I like to think that this omission is due to the fact that Chicago knows that reality can be disappointing and full of rejection, but that is no reason to stop creating. In the artist’s work, femininity is a performance, with and against expectations, performed by each woman who struggles to be the author of her own destiny.
In both London and Arles, I found myself looking at works from the artist’s early, transitional period, before “Dinner Party,” when she struggled to fit into popular art movements of the day, like minimalism and land art, in which women were marginalized or simply unwelcome. (The curator Walter Hopps said that looking at the Chicago works was like watching a woman lift up her skirt, and John Coplans, the founding editor of Artforum, told him, “You have to decide whether you want to be a woman or an artist.”) But these works are truly—to use a taboo word in art criticism these days—beautiful.
At LUMA, three works from the series “Pasadena Lifesavers” (1969-70) sparkle and shine before the eye like Op Art candy. Each consists of four doughnut shapes in different color combinations on acrylic, applied with a spray lacquer so delicate and with such fine gradation that the flat forms seem to float, spin, and quiver. In the next room, a series of paintings from 1973 devoted to sovereign women (Queens Elizabeth II and Victoria of England, Queen Christina of Sweden) mesmerize like sacred visions, pure optical pleasures in pale pink, yellow, blue, purple, and cream. In London, the etchings and preparatory drawings from the series are equally ethereal and masterfully executed.
In both exhibitions, spaces are devoted to Chicago’s works, “Atmospheres” (1967–2022), which originated in the California desert. In the early works in the series, Chicago women walk through barren landscapes, their naked bodies painted in bright colors, setting off bombs of colored smoke. The photographs and videos of the performances are like abstract paintings in motion, the air vividly smeared with trails that come to life. They show the potential of a collective in motion to produce something as unpredictable as it is deeply moving.

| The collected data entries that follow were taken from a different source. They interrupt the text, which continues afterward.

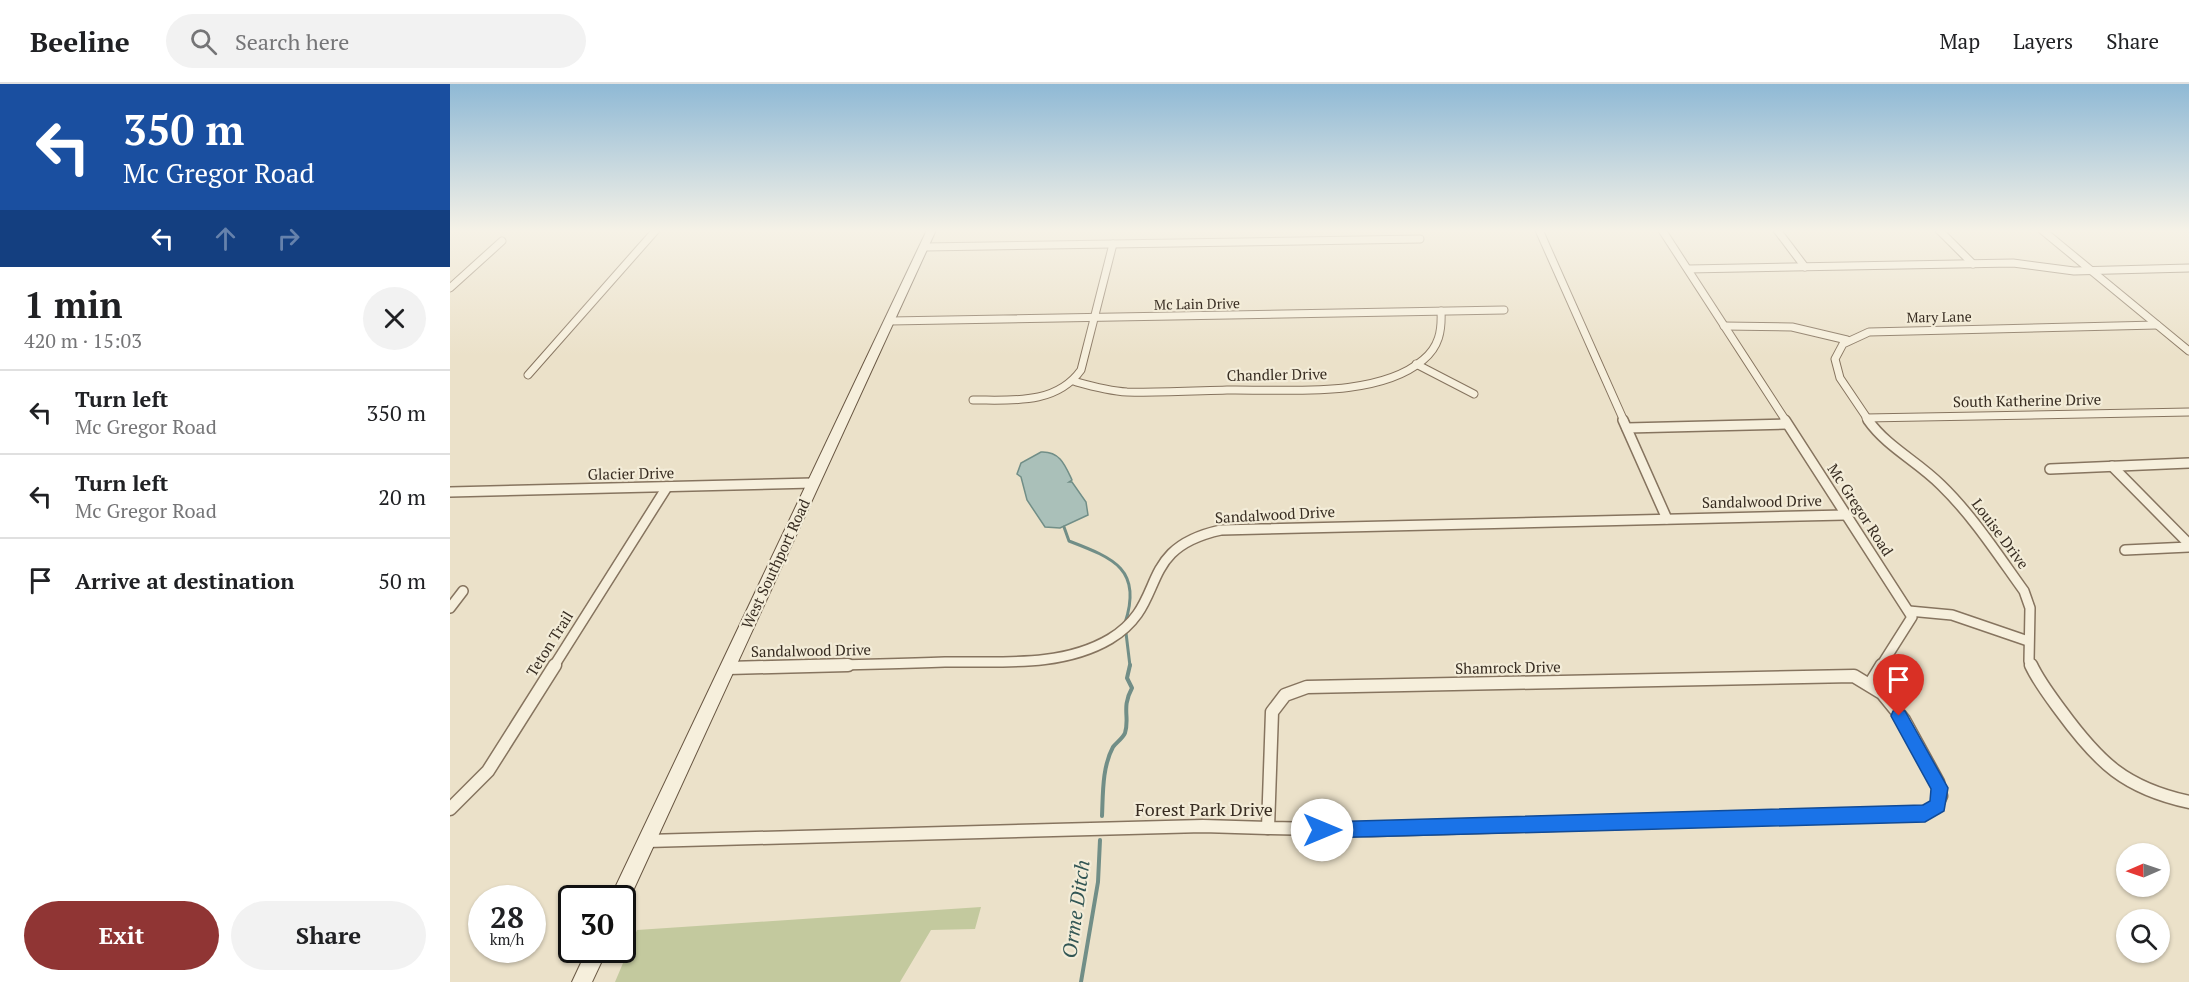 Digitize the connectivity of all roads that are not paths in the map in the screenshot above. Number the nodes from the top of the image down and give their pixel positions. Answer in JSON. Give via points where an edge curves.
{"nodes":[{"id":1,"x":468,"y":272,"type":"edge"},
{"id":2,"x":619,"y":272,"type":"edge"},
{"id":3,"x":913,"y":272,"type":"edge"},
{"id":4,"x":1106,"y":272,"type":"edge"},
{"id":5,"x":1558,"y":272,"type":"edge"},
{"id":6,"x":1690,"y":272,"type":"edge"},
{"id":7,"x":2092,"y":272,"type":"edge"},
{"id":8,"x":450,"y":288,"type":"edge"},
{"id":9,"x":1504,"y":310,"type":"dead end"},
{"id":10,"x":1441,"y":311,"type":"junction"},
{"id":11,"x":1094,"y":317,"type":"junction"},
{"id":12,"x":890,"y":321,"type":"junction"},
{"id":13,"x":2157,"y":325,"type":"junction"},
{"id":14,"x":1724,"y":326,"type":"junction"},
{"id":15,"x":1847,"y":340,"type":"junction"},
{"id":16,"x":2189,"y":351,"type":"edge"},
{"id":17,"x":1416,"y":364,"type":"junction"},
{"id":18,"x":528,"y":375,"type":"dead end"},
{"id":19,"x":1073,"y":381,"type":"junction"},
{"id":20,"x":1474,"y":394,"type":"dead end"},
{"id":21,"x":973,"y":400,"type":"dead end"},
{"id":22,"x":2189,"y":412,"type":"edge"},
{"id":23,"x":1866,"y":418,"type":"junction"},
{"id":24,"x":1786,"y":424,"type":"junction"},
{"id":25,"x":1627,"y":428,"type":"junction"},
{"id":26,"x":2189,"y":463,"type":"edge"},
{"id":27,"x":2112,"y":466,"type":"junction"},
{"id":28,"x":2050,"y":469,"type":"dead end"},
{"id":29,"x":813,"y":483,"type":"junction"},
{"id":30,"x":667,"y":487,"type":"junction"},
{"id":31,"x":450,"y":492,"type":"edge"},
{"id":32,"x":1845,"y":515,"type":"junction"},
{"id":33,"x":1667,"y":519,"type":"junction"},
{"id":34,"x":2189,"y":546,"type":"edge"},
{"id":35,"x":2125,"y":550,"type":"dead end"},
{"id":36,"x":463,"y":591,"type":"dead end"},
{"id":37,"x":450,"y":608,"type":"edge"},
{"id":38,"x":1909,"y":611,"type":"junction"},
{"id":39,"x":2028,"y":641,"type":"junction"},
{"id":40,"x":728,"y":668,"type":"junction"},
{"id":41,"x":1871,"y":683,"type":"junction"},
{"id":42,"x":2189,"y":802,"type":"edge"},
{"id":43,"x":450,"y":809,"type":"edge"},
{"id":44,"x":1268,"y":828,"type":"junction"},
{"id":45,"x":647,"y":841,"type":"junction"},
{"id":46,"x":627,"y":885,"type":"edge"},
{"id":47,"x":591,"y":963,"type":"edge"},
{"id":48,"x":582,"y":982,"type":"edge"}],
"edges":[{"from":1,"to":8,"type":"street"},
{"from":2,"to":18,"type":"street"},
{"from":3,"to":12,"type":"main road","name":"West Southport Road"},
{"from":4,"to":11,"type":"street"},
{"from":5,"to":25,"type":"street"},
{"from":6,"to":14,"type":"street","name":"Mc Gregor Road"},
{"from":7,"to":13,"type":"street"},
{"from":9,"to":10,"type":"street","name":"Mc Lain Drive"},
{"from":10,"to":11,"type":"street","name":"Mc Lain Drive"},
{"from":10,"to":17,"type":"street","name":"Chandler Drive","via":[[1442,331],[1437,343]]},
{"from":11,"to":12,"type":"street","name":"Mc Lain Drive"},
{"from":11,"to":19,"type":"street","via":[[1081,370]]},
{"from":12,"to":29,"type":"main road","name":"West Southport Road"},
{"from":13,"to":15,"type":"street","name":"Mary Lane","via":[[1884,330]]},
{"from":13,"to":16,"type":"street"},
{"from":14,"to":15,"type":"street","name":"Mary Lane","via":[[1782,326]]},
{"from":14,"to":24,"type":"street","name":"Mc Gregor Road"},
{"from":15,"to":23,"type":"street","name":"Louise Drive","via":[[1835,352],[1834,365]]},
{"from":17,"to":19,"type":"street","name":"Chandler Drive","via":[[1383,380],[1337,387],[1126,392]]},
{"from":17,"to":20,"type":"street"},
{"from":19,"to":21,"type":"street","via":[[1039,396]]},
{"from":22,"to":23,"type":"street","name":"South Katherine Drive"},
{"from":23,"to":39,"type":"street","name":"Louise Drive","via":[[1884,440],[1949,492],[2024,591],[2030,608]]},
{"from":24,"to":25,"type":"street"},
{"from":24,"to":32,"type":"street","name":"Mc Gregor Road"},
{"from":25,"to":33,"type":"street"},
{"from":26,"to":27,"type":"street"},
{"from":27,"to":28,"type":"street"},
{"from":27,"to":34,"type":"street"},
{"from":29,"to":30,"type":"street","name":"Glacier Drive"},
{"from":29,"to":40,"type":"main road","name":"West Southport Road"},
{"from":30,"to":31,"type":"street","name":"Glacier Drive"},
{"from":30,"to":43,"type":"street","name":"Teton Trail","via":[[488,771]]},
{"from":32,"to":33,"type":"street","name":"Sandalwood Drive"},
{"from":32,"to":38,"type":"street","name":"Mc Gregor Road"},
{"from":33,"to":40,"type":"street","name":"Sandalwood Drive","via":[[1217,531],[1193,538],[1173,550],[1160,567],[1150,596],[1132,621],[1105,642],[1079,653],[1041,660]]},
{"from":34,"to":35,"type":"street"},
{"from":36,"to":37,"type":"street"},
{"from":38,"to":39,"type":"street","via":[[1952,615]]},
{"from":38,"to":41,"type":"street","via":[[1912,617]]},
{"from":39,"to":42,"type":"street","name":"Louise Drive","via":[[2029,661],[2037,678],[2087,747],[2111,770],[2156,795]]},
{"from":40,"to":45,"type":"main road","name":"West Southport Road"},
{"from":41,"to":44,"type":"street","name":"Shamrock Drive","via":[[1845,675],[1298,689],[1281,697],[1271,716],[1272,793]]},
{"from":41,"to":44,"type":"street","name":"Forest Park Drive","via":[[1889,699],[1938,782],[1941,796],[1930,812],[1371,830]]},
{"from":44,"to":45,"type":"street","name":"Forest Park Drive","via":[[1187,826]]},
{"from":45,"to":46,"type":"main road","name":"West Southport Road"},
{"from":47,"to":48,"type":"main road"}]}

Later works, by contrast, such as “What if Women Ruled the World,” with its gold-embroidered hangings originally made for a Dior haute couture show in 2020, are frustratingly literal. “Is the Earth protected?” the banners ask. “Is God a woman?”… “Is there violence?”… Maybe—and?
One of the many burdens of being a “feminist artist” is that your work is often condemned, whether you do it or not, because no piece of art, no matter how iconic, can adequately represent all of womanhood, femininity, or feminism. The most challenging art, like the best in Chicago, offers new ways of thinking and creating that you can also practice on your own terms.